Quelles que soient les réussites, voire les références, des réalisations scéniques disponibles en DVD (Ponnelle, Pizzi, Audi, Wilson, Brown…), Paul Agnew s’en démarque de façon originale et inattendue. Modeste, sa mise en scène dans un décor unique, s’apparente davantage à une mise en espace. Elle séduit et nous offre de belles images, aux éclairages subtils et chaleureux, cultivant le clair-obscur. Elle se fonde sur le texte de Striggio et ses sources mythologiques : L’opposition Apollon-lumière à Pluton-obscurité, la nature magnifiée par Ovide, bien sûr. Si l’idée paraît bienvenue de traduire son rythme par un cercle de pierres, sa réalisation fait malheureusement très carton-pâte. Oublions ce détail. Les costumes de toile, simples, rustiques, participent à la fraîcheur de la production, et leurs drapés sont valorisés par les lumières. L’image traduit bien la conception qui préside à l’entreprise : aventure collective d’une équipe jeune, familière – dont aucun des membres ne déçoit – toute entière dévouée à l’œuvre.

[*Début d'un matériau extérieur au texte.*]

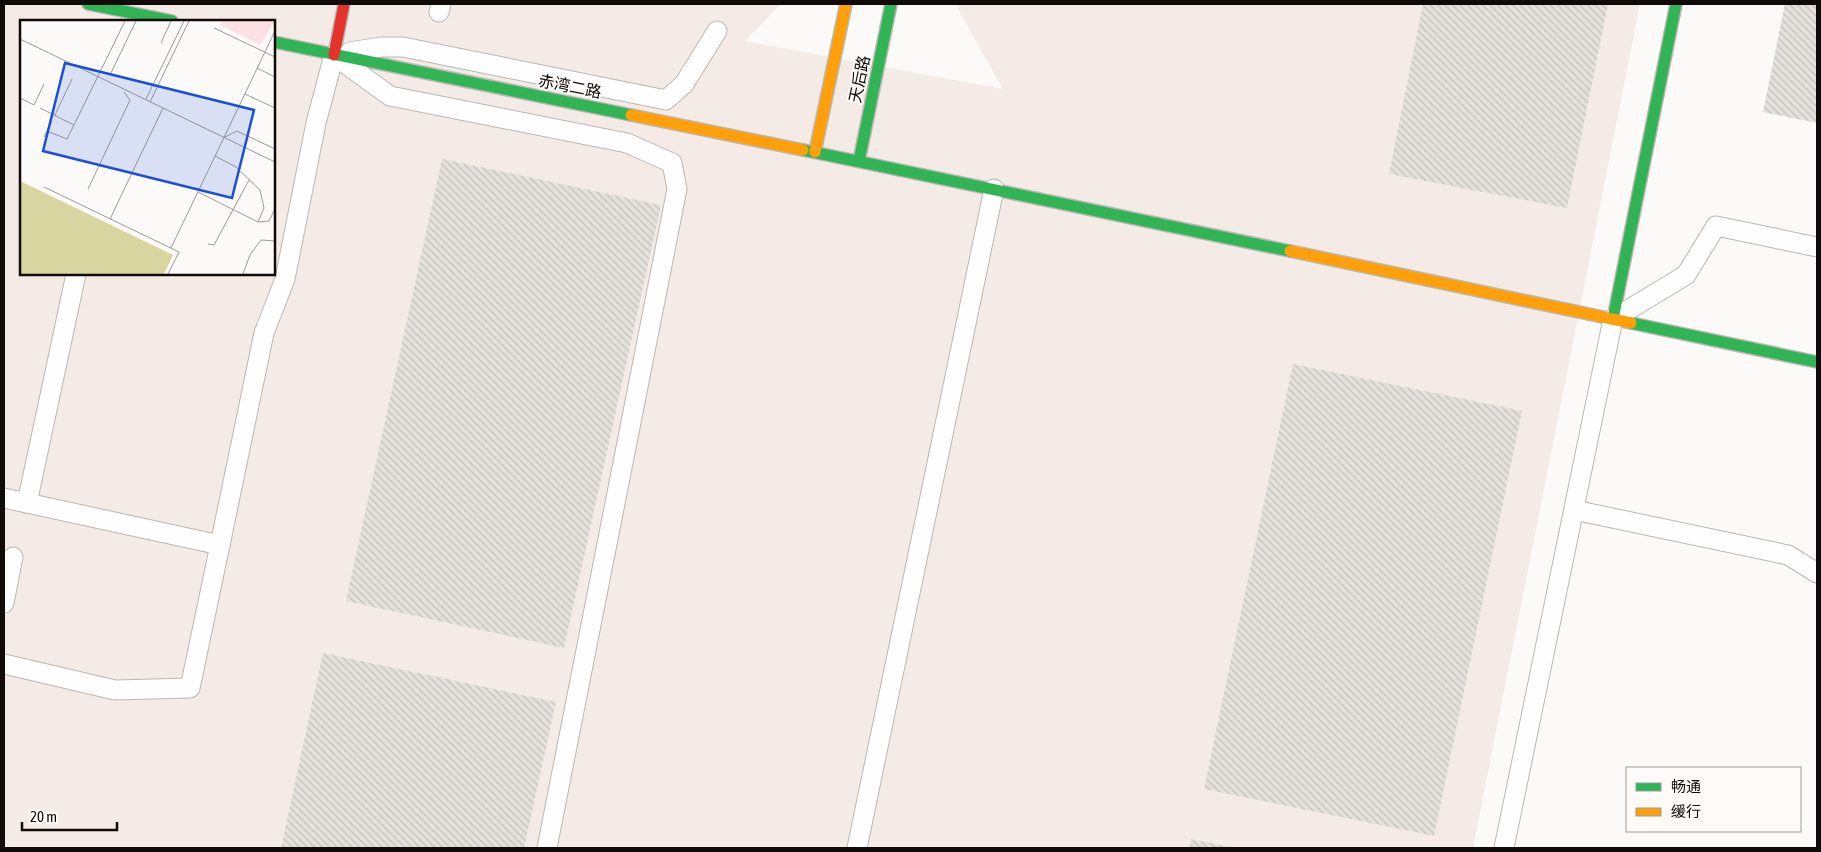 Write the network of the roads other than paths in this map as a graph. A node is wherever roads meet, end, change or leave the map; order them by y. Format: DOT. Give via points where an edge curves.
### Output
graph roads {
  1 [pos="88,4"];
  2 [pos="344,4"];
  3 [pos="846,4"];
  4 [pos="891,4"];
  5 [pos="1676,4"];
  6 [pos="167,20"];
  7 [pos="717,31"];
  8 [pos="275,42"];
  9 [pos="334,55"];
  10 [pos="815,152"];
  11 [pos="859,161"];
  12 [pos="994,189"];
  13 [pos="1817,247"];
  14 [pos="76,275"];
  15 [pos="1613,319"];
  16 [pos="1817,362"];
  17 [pos="4,498"];
  18 [pos="27,503"];
  19 [pos="1574,510"];
  20 [pos="220,545"];
  21 [pos="13,557"];
  22 [pos="1817,573"];
  23 [pos="4,603"];
  24 [pos="4,664"];
  25 [pos="547,848"];
  26 [pos="857,848"];
  27 [pos="1504,848"];
  1 -- 6 [label="street"];
  2 -- 9 [label="street"];
  3 -- 10 [label="street, 天后路"];
  4 -- 11 [label="street, 天后路"];
  5 -- 15 [label="street"];
  7 -- 9 [label="lane" via="684,84 666,100 403,48 381,47"];
  8 -- 9 [label="street, 赤湾二路"];
  9 -- 10 [label="street, 赤湾二路"];
  9 -- 20 [label="lane" via="316,123 286,279 264,333"];
  9 -- 25 [label="lane" via="390,96 627,142 672,163 677,189"];
  10 -- 11 [label="street, 赤湾二路"];
  11 -- 12 [label="street, 赤湾二路"];
  12 -- 15 [label="street, 赤湾二路"];
  12 -- 26 [label="lane"];
  13 -- 15 [label="lane" via="1716,226 1686,275"];
  14 -- 18 [label="lane"];
  15 -- 16 [label="street, 赤湾二路"];
  15 -- 19 [label="lane"];
  17 -- 18 [label="lane"];
  18 -- 20 [label="lane"];
  19 -- 22 [label="lane" via="1788,555"];
  19 -- 27 [label="lane"];
  20 -- 24 [label="lane" via="190,688 114,690"];
  21 -- 23 [label="lane"];
} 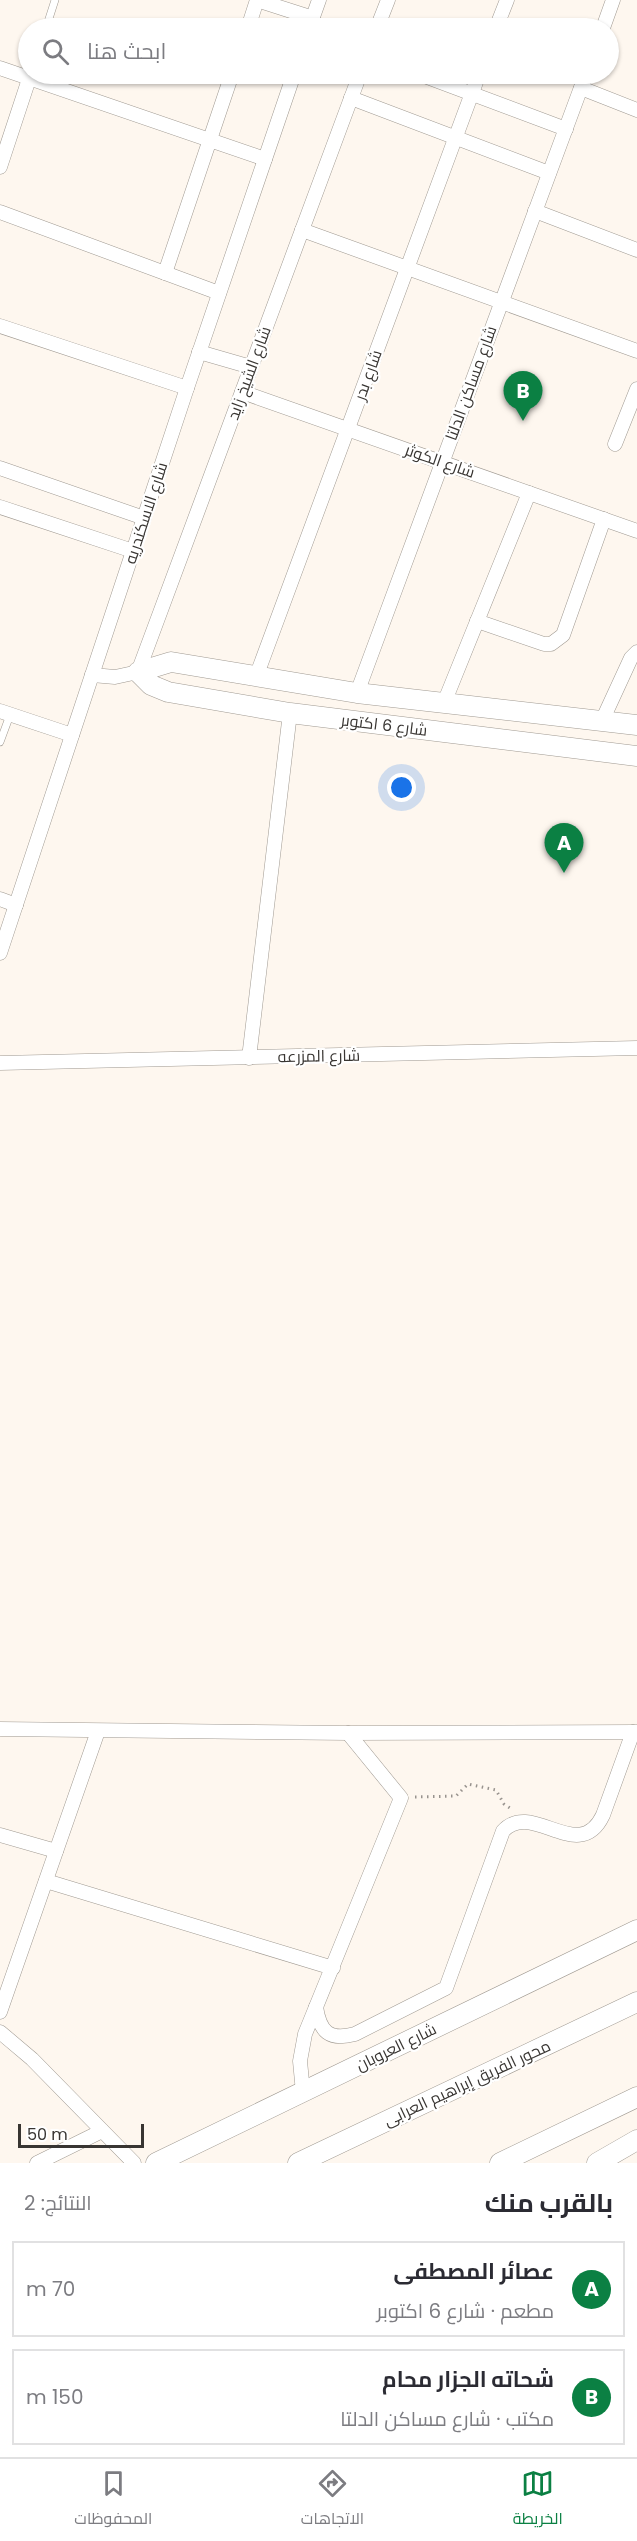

Orfeo, c’est d’abord le rôle-titre, écrasant, auquel Cyril Auvity s’identifie pleinement. Sa vérité dramatique relève de l’évidence, au chant idéal : voix riche et pleine, colorée, dont la maîtrise de la ligne et de l’ornementation sont manifestes. Dès le « Rosa del ciel » du premier acte, nous avons la promesse d’un grand Orphée. Son « Tu sei morta », est particulièrement poignant. Messagère comme l’Espérance, Lea Desandre nous émeut, voix idéalement fraîche, pure, d’un soutien et d’une expression admirables. Que penser de l’Eurydice de Hannah Morrison ? Voix céleste, juvénile, qui s’intègre parfaitement au projet. Le Caron de Cyril Costanzo ne serait-il qu’un fonctionnaire médiocre de l’administration des enfers ? Antonio Abete campe avec autorité un Platon à voix bien timbrée. Comment ne pas satisfaire la requête de la Proserpine de Miriam Allan, dont la conduite est remarquable ? Paul Agnew s’est réservé le petit rôle d’Apollon, où il est pleinement convaincant : nulle ambiguïté sur les liens filiaux qui l’unissent à Orphée, mais aussi à cet ouvrage qu’il porte avec amour. Les chœurs, de solistes, comme dans la pratique ancienne – bergers, esprits infernaux – sont d’égales réussites. L’admirable continuo, animé principalement par Thomas Dunford, est un modèle de vie. Le bonheur des instrumentistes, totalement immergés dans l’action, est communicatif. Leur retrait aux deux côtés de la scène au dernier acte focalise l’attention et la force dramatique sur le dialogue douloureux et grave entre Orphée et Apollon, et leur permet un retour festif pour conclure dans la joie. Il faut souligner l’excellence du jeu de chacun, des vents aux cordes tant l’oreille y trouve de plaisir. Les choix assumés par Paul Agnew sont légitimes et défendus efficacement, avec conviction. Si certains préféreront une vision plus expressionniste, plus « moderne », l’interprétation, de qualité indiscutable, séduit par sincérité et sa cohérence, par sa fraîcheur et sa juvénilité.